One ground-truth label per entity — the archetype the engine drove their trajectory from.

{
  "archetype_assignments": [
    { "entity": "growers_001",   "archetype": "growth" },
    { "entity": "decliners_002", "archetype": "decline" }
  ]
}

Field	Type	Description
`entity`	`str`	Entity name (matches `config.entities[i].name`)
`archetype`	`str`	Archetype name (matches `config.archetypes[i].name`)

Sorted by entity for stable diff under the same config.

Use case — train a classifier on the fact-table aggregates and score it against this column. The archetype is the latent class label your model is trying to recover; this list is the answer key.

`trajectory_samples`¶

Per-period trajectory positions for a sampled subset of entities.

{
  "trajectory_samples": [
    { "entity": "growers_001", "period_index": 0,  "position": 0.05 },
    { "entity": "growers_001", "period_index": 1,  "position": 0.08 },
    { "entity": "growers_001", "period_index": 2,  "position": 0.13 }
  ]
}

Field	Type	Description
`entity`	`str`	Entity name
`period_index`	`int`	Zero-based period index. `0` is the first period of `time_window`
`position`	`float`	Position in `[0, 1]`

Position is the noise-free, distribution-free behavioral state the engine derived every metric from. It's not present in the fact table — the fact table holds realized values shaped by polarity, distribution, correlation, and noise.

Sampled subset — controlled by config.manifest.trajectory_sample_rate (default 1.0, meaning every entity). The selection is the first ceil(n_entities × sample_rate) entities under sorted-name order, so it stays stable regardless of seed. Set this below 1.0 for very large configs where the per-period tape would dominate manifest size.

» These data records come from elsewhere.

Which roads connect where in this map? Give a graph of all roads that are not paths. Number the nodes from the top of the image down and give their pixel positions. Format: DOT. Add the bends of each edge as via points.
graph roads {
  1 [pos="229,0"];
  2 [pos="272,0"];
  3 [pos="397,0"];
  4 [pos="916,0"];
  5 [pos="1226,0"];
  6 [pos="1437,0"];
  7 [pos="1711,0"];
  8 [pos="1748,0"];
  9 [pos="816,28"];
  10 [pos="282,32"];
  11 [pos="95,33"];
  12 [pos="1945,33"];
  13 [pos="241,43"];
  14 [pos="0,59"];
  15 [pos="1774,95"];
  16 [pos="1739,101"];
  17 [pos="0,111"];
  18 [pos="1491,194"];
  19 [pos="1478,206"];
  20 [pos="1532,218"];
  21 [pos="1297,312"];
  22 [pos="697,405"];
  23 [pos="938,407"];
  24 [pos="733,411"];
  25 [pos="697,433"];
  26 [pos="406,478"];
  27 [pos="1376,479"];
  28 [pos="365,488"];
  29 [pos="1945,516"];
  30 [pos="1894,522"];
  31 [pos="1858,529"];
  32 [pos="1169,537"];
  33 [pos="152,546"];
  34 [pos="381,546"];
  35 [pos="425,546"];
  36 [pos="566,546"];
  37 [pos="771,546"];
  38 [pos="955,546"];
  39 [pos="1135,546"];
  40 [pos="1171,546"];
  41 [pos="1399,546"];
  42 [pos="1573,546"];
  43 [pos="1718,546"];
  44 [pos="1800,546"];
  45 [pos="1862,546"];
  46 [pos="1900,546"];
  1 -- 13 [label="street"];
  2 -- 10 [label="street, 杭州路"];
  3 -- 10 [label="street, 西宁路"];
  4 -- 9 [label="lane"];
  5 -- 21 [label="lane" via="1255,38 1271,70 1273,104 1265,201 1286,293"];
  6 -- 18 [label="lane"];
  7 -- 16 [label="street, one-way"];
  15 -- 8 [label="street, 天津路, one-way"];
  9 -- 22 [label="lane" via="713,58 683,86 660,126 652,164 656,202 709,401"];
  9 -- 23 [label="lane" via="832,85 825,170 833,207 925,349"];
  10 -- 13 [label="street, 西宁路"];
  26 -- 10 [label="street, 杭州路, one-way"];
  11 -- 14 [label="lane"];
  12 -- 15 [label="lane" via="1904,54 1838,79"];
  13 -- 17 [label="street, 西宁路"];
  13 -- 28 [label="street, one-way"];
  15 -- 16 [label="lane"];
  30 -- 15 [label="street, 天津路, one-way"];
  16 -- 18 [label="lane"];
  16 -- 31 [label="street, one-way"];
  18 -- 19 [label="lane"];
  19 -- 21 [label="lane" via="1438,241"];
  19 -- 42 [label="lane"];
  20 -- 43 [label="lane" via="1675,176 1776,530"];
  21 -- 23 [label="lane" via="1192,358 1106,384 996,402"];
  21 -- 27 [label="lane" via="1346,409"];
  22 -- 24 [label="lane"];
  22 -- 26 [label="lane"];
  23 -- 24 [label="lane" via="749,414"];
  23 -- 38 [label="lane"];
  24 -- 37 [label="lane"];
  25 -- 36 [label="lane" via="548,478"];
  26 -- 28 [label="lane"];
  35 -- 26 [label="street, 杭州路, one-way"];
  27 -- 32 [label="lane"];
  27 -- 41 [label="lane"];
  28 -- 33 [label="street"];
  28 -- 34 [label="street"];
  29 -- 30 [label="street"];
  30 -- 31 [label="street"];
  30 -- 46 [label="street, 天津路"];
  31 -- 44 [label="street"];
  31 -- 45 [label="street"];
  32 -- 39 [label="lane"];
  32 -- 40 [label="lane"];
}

Use case — verify the trajectory-first invariant from the manifest: combine with trace_metric_cell to confirm position → realized cell for any entity in the sample.

`event_firings`¶

For each event table, which periods each entity fired in.

{
  "event_firings": [
    {
      "entity": "growers_001",
      "table": "evt_login",
      "period_indices": [0, 1, 2, 3, 5, 7]
    }
  ]
}

Field	Type	Description
`entity`	`str`	Entity name
`table`	`str`	Event-table name
`period_indices`	array of `int`	Sorted ascending; the periods this entity contributed at least one row in

Empty period_indices are kept rather than omitted, so a downstream consumer can iterate the full entity × event-table matrix without fallback logic.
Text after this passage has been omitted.